Understanding the difference between these two legal concepts is important because it can have a dramatic effect on the way that a claim is argued in court, the remedies available and the amount of damages that can be claimed. To illustrate the difference between a claim for misrepresentation and a claim for breach of warranty a worked example is set out below:
A buyer agrees to buy the seller’s shares in a company (Target Ltd) for £2.5M, with the purchase price to be paid 6 months after completion. When calculating the purchase price the buyer relies on Target Ltd’s last audited accounts (Accounts).
The seller represents and warrants that the Accounts were prepared in accordance with standard accounting practices and fairly represent the current position of Target Ltd. The purchase completes on 31 January 2014 and the money is paid on 31 July 2014.
It later transpires that there were serious errors with the Accounts to the extent that the shares were only worth £2M at completion. Target Ltd then fails and becomes insolvent.
Basis of claim
The breach of warranty gives rise to a claim for breach of contract.
The representation made by the seller is false and the buyer may bring a claim for misrep-
When must the claim be brought?
A claim for
In these circumstances
A claim for misrepresentation must normally be made within six years from the date damage is suffered.
In these circumstances a claim must be made by 31 July 2020 (i.e. six years after payment is made).
Right to terminate/rescind
By definition a warranty is a contractual term that is secondary to
In these circumstances
A claim for misrepresentation may allow the buyer to rescind the contract. The effect of rescission is to put the parties in the position they would have been in prior to the contract being made.
The right to rescind the contract can be lost in certain circumstances, for example, if the buyer affirms the contract or a significant amount of time has passed.
Assuming that the right to rescission has not been lost (and the buyer hasn’t already paid for the shares) the buyer could return the shares to the buyer and avoid making payment of £2.5M.
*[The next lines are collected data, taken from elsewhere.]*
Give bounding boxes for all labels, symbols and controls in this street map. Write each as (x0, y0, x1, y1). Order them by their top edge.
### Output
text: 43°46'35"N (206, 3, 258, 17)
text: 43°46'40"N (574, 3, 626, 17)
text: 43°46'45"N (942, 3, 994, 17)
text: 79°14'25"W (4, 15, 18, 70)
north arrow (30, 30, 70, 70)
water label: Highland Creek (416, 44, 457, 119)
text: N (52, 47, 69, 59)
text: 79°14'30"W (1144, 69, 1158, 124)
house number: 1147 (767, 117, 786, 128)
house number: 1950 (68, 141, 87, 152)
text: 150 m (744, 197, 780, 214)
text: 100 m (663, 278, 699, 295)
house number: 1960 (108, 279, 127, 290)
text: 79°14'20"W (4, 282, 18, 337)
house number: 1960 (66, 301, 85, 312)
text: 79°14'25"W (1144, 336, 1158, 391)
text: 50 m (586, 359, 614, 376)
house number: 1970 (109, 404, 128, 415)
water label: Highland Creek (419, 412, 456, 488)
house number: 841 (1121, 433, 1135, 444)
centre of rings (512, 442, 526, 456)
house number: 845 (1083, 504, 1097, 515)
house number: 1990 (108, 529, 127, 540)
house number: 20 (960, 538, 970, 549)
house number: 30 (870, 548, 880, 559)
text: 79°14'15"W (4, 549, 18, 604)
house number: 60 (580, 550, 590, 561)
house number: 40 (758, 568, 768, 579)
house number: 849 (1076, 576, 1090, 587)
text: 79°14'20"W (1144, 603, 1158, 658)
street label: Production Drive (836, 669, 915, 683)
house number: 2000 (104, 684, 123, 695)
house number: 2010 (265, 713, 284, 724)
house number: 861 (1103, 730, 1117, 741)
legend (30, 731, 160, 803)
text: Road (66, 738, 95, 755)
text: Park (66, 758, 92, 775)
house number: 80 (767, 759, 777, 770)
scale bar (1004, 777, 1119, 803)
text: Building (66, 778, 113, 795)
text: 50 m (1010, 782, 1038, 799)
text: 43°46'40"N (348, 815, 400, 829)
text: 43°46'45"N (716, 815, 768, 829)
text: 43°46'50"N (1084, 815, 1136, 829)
|The general principle when calculating damages for breach of |
contract is that damages should be assessed so as to put the claimant
in the position it would have been in if the contract was properly performed, i.e. if the warranty was true.In these circumstances
the loss would be the difference between the
price paid and the actual value of the shares. On the facts stated above the buyer would be entitled to claim £500,000.
|The general principle for calculating damages for misrepresentation is to put the parties in the position they would have been in prior to the contract being made.|
In these circumstances a claim for misrepresentation could be as much as the price paid for the shares being, £2.5M (assuming the contract has not been rescinded).
The buyer may also be able to claim other losses that were suffered as a result of the transaction under the Misrepresentation Act 1967.
The above example highlights the differences between the two claims, however, it is important to remember that a claim for misrepresentation is not always more advantageous than a claim for breach of contract. For example, if the above example is changed so that the company makes a profit (although not as much profit as would have been expected if the representation was true or the warranty was not breached) then a claim for breach of warranty is likely to be larger than a claim for misrepresentation.
5 Points to note
Representations and warranties can appear similar, but the remedies available for misrepresentation or breach of contract are completely different. It is important for a buyer and seller to understand the differences between the two before entering into a contract.
To avoid a dispute later down the line it is best to document the terms that have been agreed. If it is intended for a contractual term to also be treated as a representation then clear wording is needed to make this clear. Alternatively, if you want to exclude or limit liability for breach of contract / misrepresentation then carefully drafted limitation clauses will be required.